While designed to compete against Nissan’s Navara King Cab, Mazda Bt-50 Freestyle and Ford’s SuperCab Ranger, Mitsubishi’s Club Cab will not however feature a second set of rear-hinged ‘suicide’ doors found on those models.
Instead, accessing the area will be through the front doors, two-door coupe style.
The new ‘Club Cab’ model will fill an important gap in the Triton model line-up. Triton is a global success-story for Mitsubishi. And while there has been some mixed reaction to the styling of the MN model’s extended tray since launched late last year, it has found favour with both private buyers and the fleet and business sector.
Also coming for Mitsubishi is a 4X2 version of the Outlander.
Family buyers have been quick to embrace these two-wheel-drive ‘SUV wagons’. They offer the practicality of an SUV, without the added expense, weight and fuel consumption penalties of their otherwise identical 4X4 counterparts.
This part of the medium and compact SUV sector has experienced strong growth in the past two years.
Holden’s inexpensive 4X2 Captiva, in particular, has been going gangbusters and part of the reason the Captiva range now sits at number one (as of June VFACTS sales figures) in the medium SUV sector.
It’s a market that Mitsubishi wants a slice of. It makes the 4X2 Outlander a sensible addition to the line-up.
Another new arrival, expected to land in late August or early September, is a new addition to the Lancer range. While the next generation of the Lancer is not planned for release until 2014/15, the current line-up will be strengthened with the arrival of a mid-spec model, the SX.

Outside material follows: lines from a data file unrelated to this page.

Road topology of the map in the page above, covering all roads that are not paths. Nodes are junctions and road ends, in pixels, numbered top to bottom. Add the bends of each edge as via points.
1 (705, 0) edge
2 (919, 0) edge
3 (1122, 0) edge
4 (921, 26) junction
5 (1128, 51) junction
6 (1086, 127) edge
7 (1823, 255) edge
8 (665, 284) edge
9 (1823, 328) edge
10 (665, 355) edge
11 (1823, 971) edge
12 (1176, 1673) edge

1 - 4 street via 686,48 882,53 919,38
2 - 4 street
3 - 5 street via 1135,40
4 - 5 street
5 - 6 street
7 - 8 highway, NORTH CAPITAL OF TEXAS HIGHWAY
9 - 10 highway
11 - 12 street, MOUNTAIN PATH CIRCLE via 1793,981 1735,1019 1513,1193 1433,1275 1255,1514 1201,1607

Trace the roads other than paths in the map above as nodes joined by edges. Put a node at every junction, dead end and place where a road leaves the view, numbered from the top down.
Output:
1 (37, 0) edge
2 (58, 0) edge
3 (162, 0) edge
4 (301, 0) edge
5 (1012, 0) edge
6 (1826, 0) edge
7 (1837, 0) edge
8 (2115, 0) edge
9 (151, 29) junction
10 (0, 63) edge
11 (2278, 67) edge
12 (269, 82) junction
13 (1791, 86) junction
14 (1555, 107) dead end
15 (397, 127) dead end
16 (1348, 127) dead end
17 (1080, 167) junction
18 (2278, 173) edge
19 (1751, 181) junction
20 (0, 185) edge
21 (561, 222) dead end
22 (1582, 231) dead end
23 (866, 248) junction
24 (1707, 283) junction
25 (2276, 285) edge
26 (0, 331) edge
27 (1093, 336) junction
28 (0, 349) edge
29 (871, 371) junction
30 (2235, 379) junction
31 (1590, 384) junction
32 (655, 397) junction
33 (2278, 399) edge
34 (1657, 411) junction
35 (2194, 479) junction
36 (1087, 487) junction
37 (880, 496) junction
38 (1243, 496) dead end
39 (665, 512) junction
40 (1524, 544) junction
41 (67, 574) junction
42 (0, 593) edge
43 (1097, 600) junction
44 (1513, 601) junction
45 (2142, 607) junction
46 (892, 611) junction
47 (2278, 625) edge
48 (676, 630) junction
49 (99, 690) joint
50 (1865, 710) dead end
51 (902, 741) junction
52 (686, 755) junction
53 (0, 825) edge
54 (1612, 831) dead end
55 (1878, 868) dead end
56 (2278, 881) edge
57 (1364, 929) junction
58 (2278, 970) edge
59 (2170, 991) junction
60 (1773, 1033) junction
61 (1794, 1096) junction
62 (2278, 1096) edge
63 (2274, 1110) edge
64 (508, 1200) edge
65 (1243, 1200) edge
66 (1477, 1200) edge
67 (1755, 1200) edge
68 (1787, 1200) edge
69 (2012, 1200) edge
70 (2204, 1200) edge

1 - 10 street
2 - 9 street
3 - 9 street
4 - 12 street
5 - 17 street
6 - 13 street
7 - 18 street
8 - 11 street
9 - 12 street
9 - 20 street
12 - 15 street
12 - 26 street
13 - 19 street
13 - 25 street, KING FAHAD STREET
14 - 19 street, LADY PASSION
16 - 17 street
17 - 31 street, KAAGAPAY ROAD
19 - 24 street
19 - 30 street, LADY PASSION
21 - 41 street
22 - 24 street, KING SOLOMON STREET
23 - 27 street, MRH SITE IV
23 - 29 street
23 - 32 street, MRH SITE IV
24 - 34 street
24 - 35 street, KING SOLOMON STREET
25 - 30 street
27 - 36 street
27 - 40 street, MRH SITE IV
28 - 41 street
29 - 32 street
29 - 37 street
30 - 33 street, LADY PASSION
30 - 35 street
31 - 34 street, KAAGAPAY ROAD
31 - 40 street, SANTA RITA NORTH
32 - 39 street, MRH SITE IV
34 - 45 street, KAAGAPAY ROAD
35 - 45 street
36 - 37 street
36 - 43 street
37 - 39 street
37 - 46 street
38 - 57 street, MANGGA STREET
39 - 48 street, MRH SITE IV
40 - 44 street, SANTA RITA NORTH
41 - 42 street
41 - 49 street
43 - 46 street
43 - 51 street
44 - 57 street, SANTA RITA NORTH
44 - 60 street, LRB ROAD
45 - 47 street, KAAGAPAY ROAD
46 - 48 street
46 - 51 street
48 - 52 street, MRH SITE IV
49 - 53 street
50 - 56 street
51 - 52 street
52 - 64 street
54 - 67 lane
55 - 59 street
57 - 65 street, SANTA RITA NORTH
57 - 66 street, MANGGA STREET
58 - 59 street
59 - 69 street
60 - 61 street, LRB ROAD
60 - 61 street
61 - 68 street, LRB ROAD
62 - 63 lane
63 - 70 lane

Adding even more buyer options to the range, the SX Lancer will sit between the ES and VR in price and configuration.
Mitsubishi’s problem-child, the underperforming Colt, is also soon to get a makeover in the Australian market. With a new global small car on an all-new platform coming in 2013, the local debut of the updated Colt is intended to extend its life until the new model arrives.
While the CVT transmission remains, the gear selector is to move from the column to a conventional floor-shift in the centre-console.
The engine too remains unchanged, but is to be sourced from Japan rather than Europe for Australian market Colts.
The Colt however is likely to remain a bit-player in the light car sector. Produced as an up-market model for the Japanese market, it struggles to compete on price here.
And lastly, if you haven’t seen nor heard much of the people-mover Grandis lately, that’s because it’s being sent to God.
The Grandis is no more, and, while it soldiered on manfully with limited market acceptance, there won’t be a replacement – Mitsubishi is getting out of the shrinking people-mover sector.
So, with an expanding model line-up, with sales of the new ASX beginning August 1 and its all-electric i-MIEV with more willing buyers than it can satisfy, Mitsubishi would seem to be busy plugging niches as soon as they appear.
The only obvious hole is in the medium/large car sectors – precisely what it vacated with the demise of the 380.
It’s London to a brick Mitsubishi will have a new entrant lining up here before too long. Better watch this space.